◆ WHAT TO PRODUCE: The entries below are to be repeated exactly, with the pictures left out.

◆ EXERCISE INPUTS:
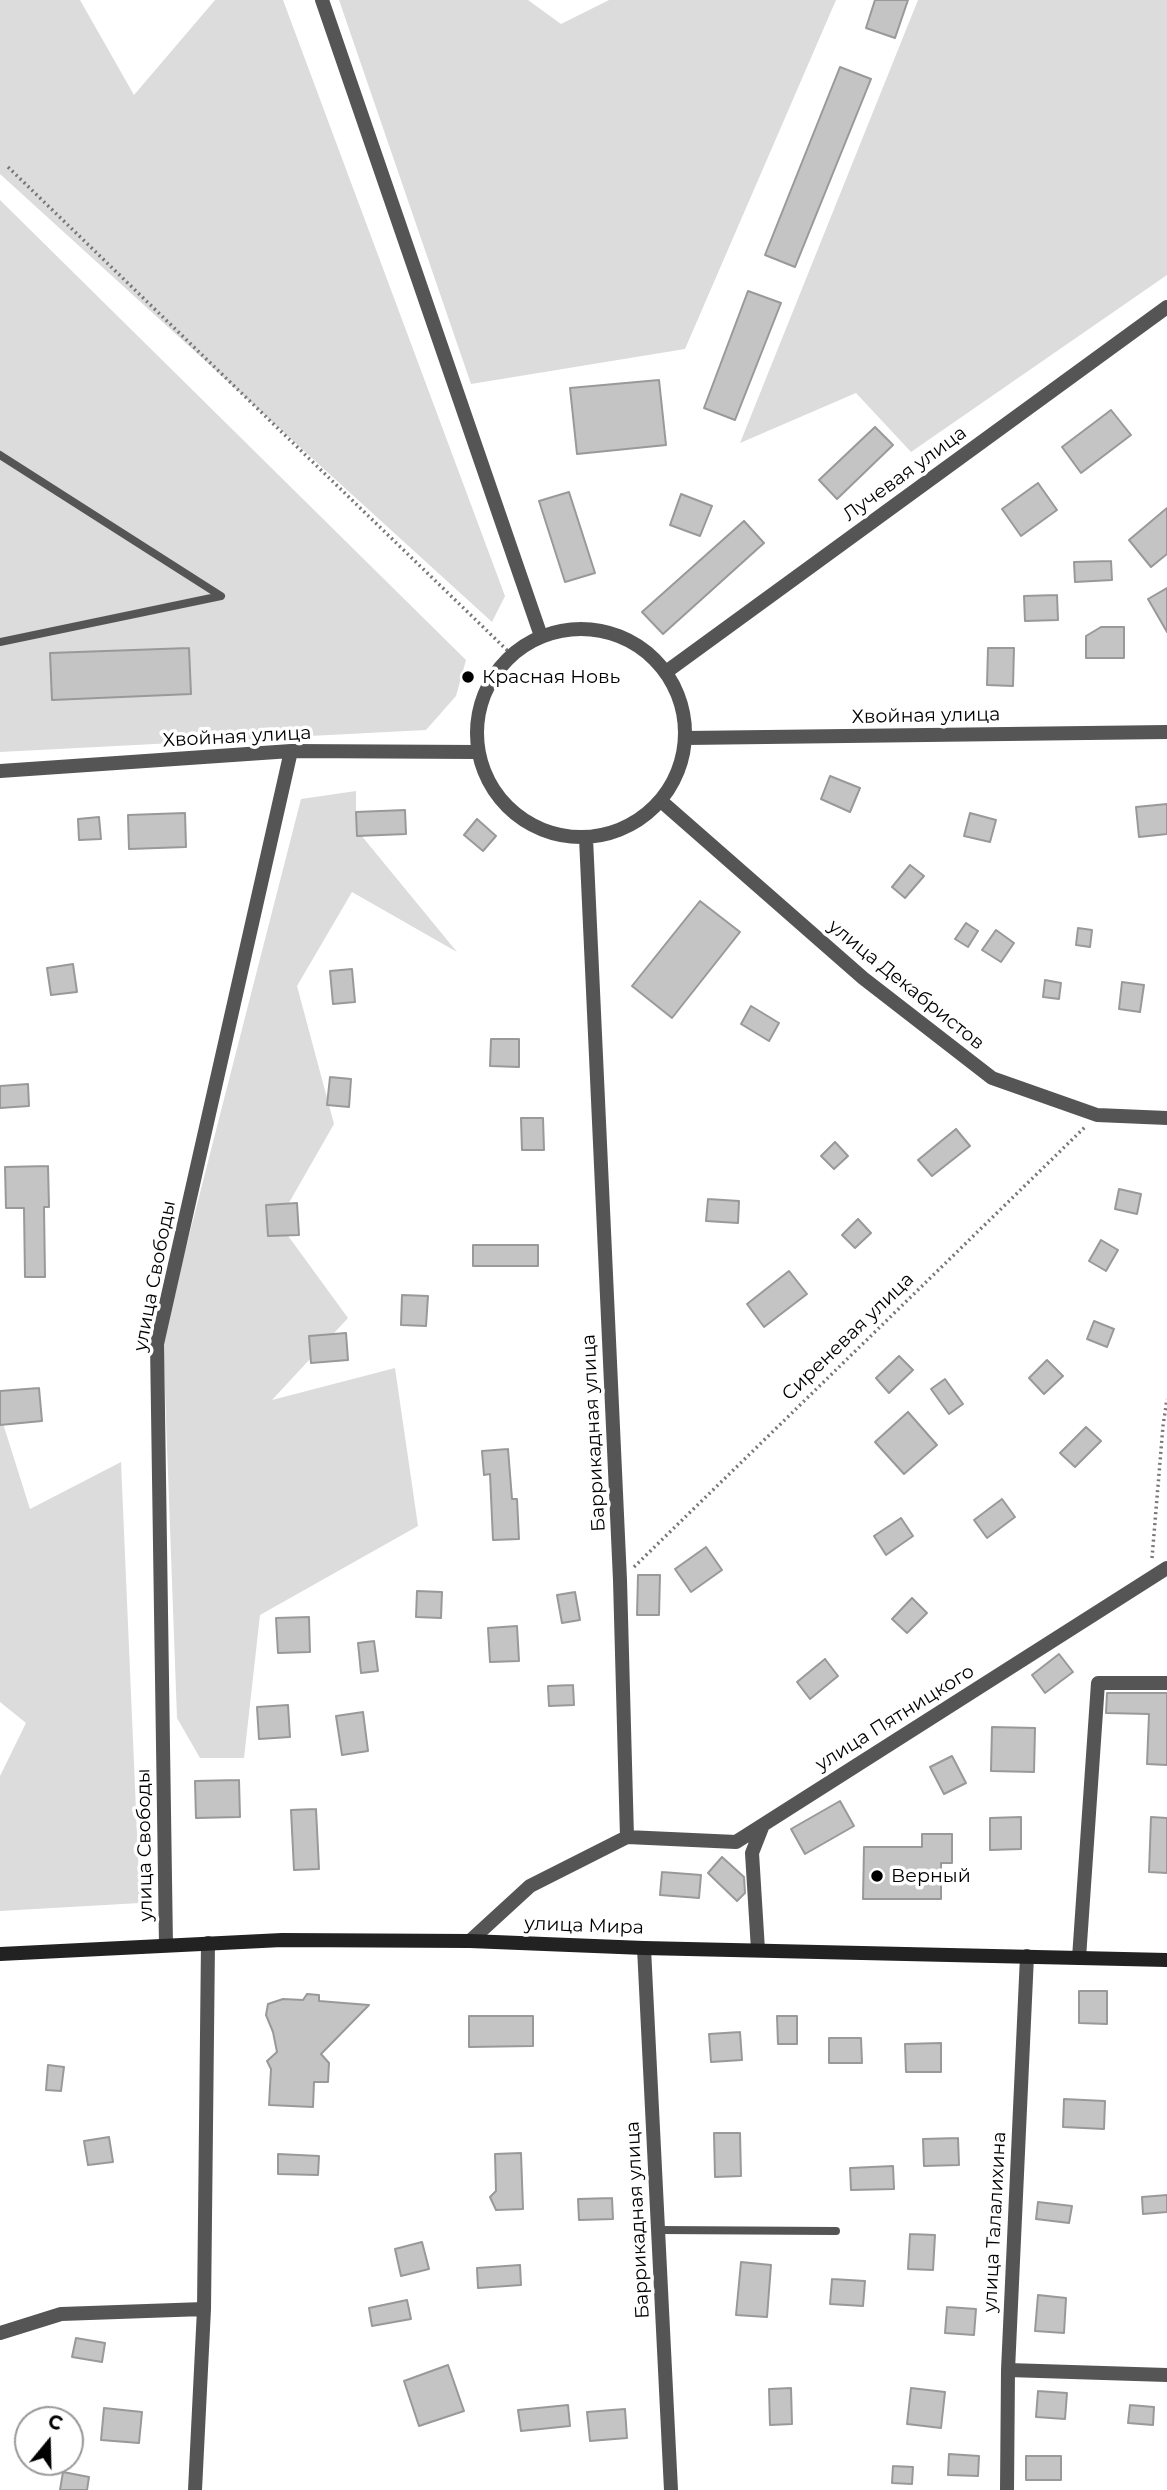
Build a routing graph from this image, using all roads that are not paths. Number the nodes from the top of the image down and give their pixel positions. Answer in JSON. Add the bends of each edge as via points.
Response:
{"nodes":[{"id":1,"x":322,"y":0,"type":"edge"},
{"id":2,"x":1167,"y":307,"type":"edge"},
{"id":3,"x":0,"y":455,"type":"edge"},
{"id":4,"x":541,"y":636,"type":"junction"},
{"id":5,"x":0,"y":642,"type":"edge"},
{"id":6,"x":666,"y":672,"type":"junction"},
{"id":7,"x":1167,"y":732,"type":"edge"},
{"id":8,"x":686,"y":738,"type":"junction"},
{"id":9,"x":291,"y":751,"type":"junction"},
{"id":10,"x":477,"y":752,"type":"junction"},
{"id":11,"x":0,"y":771,"type":"edge"},
{"id":12,"x":661,"y":801,"type":"junction"},
{"id":13,"x":586,"y":838,"type":"junction"},
{"id":14,"x":1167,"y":1118,"type":"edge"},
{"id":15,"x":1167,"y":1568,"type":"edge"},
{"id":16,"x":1167,"y":1683,"type":"edge"},
{"id":17,"x":763,"y":1825,"type":"junction"},
{"id":18,"x":627,"y":1837,"type":"junction"},
{"id":19,"x":470,"y":1941,"type":"junction"},
{"id":20,"x":208,"y":1943,"type":"junction"},
{"id":21,"x":166,"y":1945,"type":"junction"},
{"id":22,"x":644,"y":1948,"type":"junction"},
{"id":23,"x":758,"y":1950,"type":"junction"},
{"id":24,"x":0,"y":1954,"type":"edge"},
{"id":25,"x":1027,"y":1956,"type":"junction"},
{"id":26,"x":1079,"y":1958,"type":"junction"},
{"id":27,"x":1167,"y":1960,"type":"edge"},
{"id":28,"x":658,"y":2230,"type":"junction"},
{"id":29,"x":836,"y":2231,"type":"dead end"},
{"id":30,"x":204,"y":2309,"type":"junction"},
{"id":31,"x":0,"y":2333,"type":"edge"},
{"id":32,"x":1007,"y":2370,"type":"junction"},
{"id":33,"x":1167,"y":2375,"type":"edge"},
{"id":34,"x":195,"y":2490,"type":"edge"},
{"id":35,"x":671,"y":2490,"type":"edge"},
{"id":36,"x":1007,"y":2490,"type":"edge"}],
"edges":[{"from":1,"to":4,"type":"street"},
{"from":2,"to":6,"type":"street","name":"Лучевая улица"},
{"from":3,"to":5,"type":"lane","via":[[222,596]]},
{"from":4,"to":6,"type":"street","via":[[563,630],[618,635],[646,651]]},
{"from":4,"to":10,"type":"street","via":[[522,646],[494,673],[477,715]]},
{"from":6,"to":8,"type":"street","via":[[681,702]]},
{"from":7,"to":8,"type":"street","name":"Хвойная улица"},
{"from":8,"to":12,"type":"street","via":[[679,770]]},
{"from":9,"to":10,"type":"street","name":"Хвойная улица"},
{"from":9,"to":11,"type":"street","name":"Хвойная улица"},
{"from":9,"to":21,"type":"street","name":"улица Свободы","via":[[157,1344]]},
{"from":10,"to":13,"type":"street","via":[[492,790],[521,820],[550,834]]},
{"from":12,"to":13,"type":"street","via":[[643,818],[615,833]]},
{"from":12,"to":14,"type":"street","name":"улица Декабристов","via":[[863,978],[992,1078],[1097,1115]]},
{"from":13,"to":18,"type":"street","name":"Баррикадная улица","via":[[620,1580]]},
{"from":15,"to":17,"type":"street","name":"улица Пятницкого"},
{"from":16,"to":26,"type":"street","via":[[1098,1683]]},
{"from":17,"to":18,"type":"street","name":"улица Пятницкого","via":[[736,1842]]},
{"from":17,"to":23,"type":"street","via":[[752,1853]]},
{"from":18,"to":19,"type":"street","via":[[530,1886]]},
{"from":19,"to":20,"type":"street","name":"улица Мира"},
{"from":19,"to":22,"type":"street","name":"улица Мира"},
{"from":20,"to":21,"type":"street","name":"улица Мира"},
{"from":20,"to":30,"type":"street"},
{"from":21,"to":24,"type":"street","name":"улица Мира"},
{"from":22,"to":23,"type":"street","name":"улица Мира"},
{"from":22,"to":28,"type":"street","name":"Баррикадная улица"},
{"from":23,"to":25,"type":"street","name":"улица Мира"},
{"from":25,"to":26,"type":"street","name":"улица Мира"},
{"from":25,"to":32,"type":"street","name":"улица Талалихина"},
{"from":26,"to":27,"type":"street","name":"улица Мира"},
{"from":28,"to":29,"type":"lane"},
{"from":28,"to":35,"type":"street","name":"Баррикадная улица"},
{"from":30,"to":31,"type":"street","via":[[61,2314]]},
{"from":30,"to":34,"type":"street"},
{"from":32,"to":33,"type":"street"},
{"from":32,"to":36,"type":"street","name":"улица Талалихина"}]}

◆ TASK ANSWER:
Build a routing graph from this image, using all roads that are not paths. Number the nodes from the top of the image down and give their pixel positions. Answer in JSON. Add the bends of each edge as via points.
Response:
{"nodes":[{"id":1,"x":322,"y":0,"type":"edge"},
{"id":2,"x":1167,"y":307,"type":"edge"},
{"id":3,"x":0,"y":455,"type":"edge"},
{"id":4,"x":541,"y":636,"type":"junction"},
{"id":5,"x":0,"y":642,"type":"edge"},
{"id":6,"x":666,"y":672,"type":"junction"},
{"id":7,"x":1167,"y":732,"type":"edge"},
{"id":8,"x":686,"y":738,"type":"junction"},
{"id":9,"x":291,"y":751,"type":"junction"},
{"id":10,"x":477,"y":752,"type":"junction"},
{"id":11,"x":0,"y":771,"type":"edge"},
{"id":12,"x":661,"y":801,"type":"junction"},
{"id":13,"x":586,"y":838,"type":"junction"},
{"id":14,"x":1167,"y":1118,"type":"edge"},
{"id":15,"x":1167,"y":1568,"type":"edge"},
{"id":16,"x":1167,"y":1683,"type":"edge"},
{"id":17,"x":763,"y":1825,"type":"junction"},
{"id":18,"x":627,"y":1837,"type":"junction"},
{"id":19,"x":470,"y":1941,"type":"junction"},
{"id":20,"x":208,"y":1943,"type":"junction"},
{"id":21,"x":166,"y":1945,"type":"junction"},
{"id":22,"x":644,"y":1948,"type":"junction"},
{"id":23,"x":758,"y":1950,"type":"junction"},
{"id":24,"x":0,"y":1954,"type":"edge"},
{"id":25,"x":1027,"y":1956,"type":"junction"},
{"id":26,"x":1079,"y":1958,"type":"junction"},
{"id":27,"x":1167,"y":1960,"type":"edge"},
{"id":28,"x":658,"y":2230,"type":"junction"},
{"id":29,"x":836,"y":2231,"type":"dead end"},
{"id":30,"x":204,"y":2309,"type":"junction"},
{"id":31,"x":0,"y":2333,"type":"edge"},
{"id":32,"x":1007,"y":2370,"type":"junction"},
{"id":33,"x":1167,"y":2375,"type":"edge"},
{"id":34,"x":195,"y":2490,"type":"edge"},
{"id":35,"x":671,"y":2490,"type":"edge"},
{"id":36,"x":1007,"y":2490,"type":"edge"}],
"edges":[{"from":1,"to":4,"type":"street"},
{"from":2,"to":6,"type":"street","name":"Лучевая улица"},
{"from":3,"to":5,"type":"lane","via":[[222,596]]},
{"from":4,"to":6,"type":"street","via":[[563,630],[618,635],[646,651]]},
{"from":4,"to":10,"type":"street","via":[[522,646],[494,673],[477,715]]},
{"from":6,"to":8,"type":"street","via":[[681,702]]},
{"from":7,"to":8,"type":"street","name":"Хвойная улица"},
{"from":8,"to":12,"type":"street","via":[[679,770]]},
{"from":9,"to":10,"type":"street","name":"Хвойная улица"},
{"from":9,"to":11,"type":"street","name":"Хвойная улица"},
{"from":9,"to":21,"type":"street","name":"улица Свободы","via":[[157,1344]]},
{"from":10,"to":13,"type":"street","via":[[492,790],[521,820],[550,834]]},
{"from":12,"to":13,"type":"street","via":[[643,818],[615,833]]},
{"from":12,"to":14,"type":"street","name":"улица Декабристов","via":[[863,978],[992,1078],[1097,1115]]},
{"from":13,"to":18,"type":"street","name":"Баррикадная улица","via":[[620,1580]]},
{"from":15,"to":17,"type":"street","name":"улица Пятницкого"},
{"from":16,"to":26,"type":"street","via":[[1098,1683]]},
{"from":17,"to":18,"type":"street","name":"улица Пятницкого","via":[[736,1842]]},
{"from":17,"to":23,"type":"street","via":[[752,1853]]},
{"from":18,"to":19,"type":"street","via":[[530,1886]]},
{"from":19,"to":20,"type":"street","name":"улица Мира"},
{"from":19,"to":22,"type":"street","name":"улица Мира"},
{"from":20,"to":21,"type":"street","name":"улица Мира"},
{"from":20,"to":30,"type":"street"},
{"from":21,"to":24,"type":"street","name":"улица Мира"},
{"from":22,"to":23,"type":"street","name":"улица Мира"},
{"from":22,"to":28,"type":"street","name":"Баррикадная улица"},
{"from":23,"to":25,"type":"street","name":"улица Мира"},
{"from":25,"to":26,"type":"street","name":"улица Мира"},
{"from":25,"to":32,"type":"street","name":"улица Талалихина"},
{"from":26,"to":27,"type":"street","name":"улица Мира"},
{"from":28,"to":29,"type":"lane"},
{"from":28,"to":35,"type":"street","name":"Баррикадная улица"},
{"from":30,"to":31,"type":"street","via":[[61,2314]]},
{"from":30,"to":34,"type":"street"},
{"from":32,"to":33,"type":"street"},
{"from":32,"to":36,"type":"street","name":"улица Талалихина"}]}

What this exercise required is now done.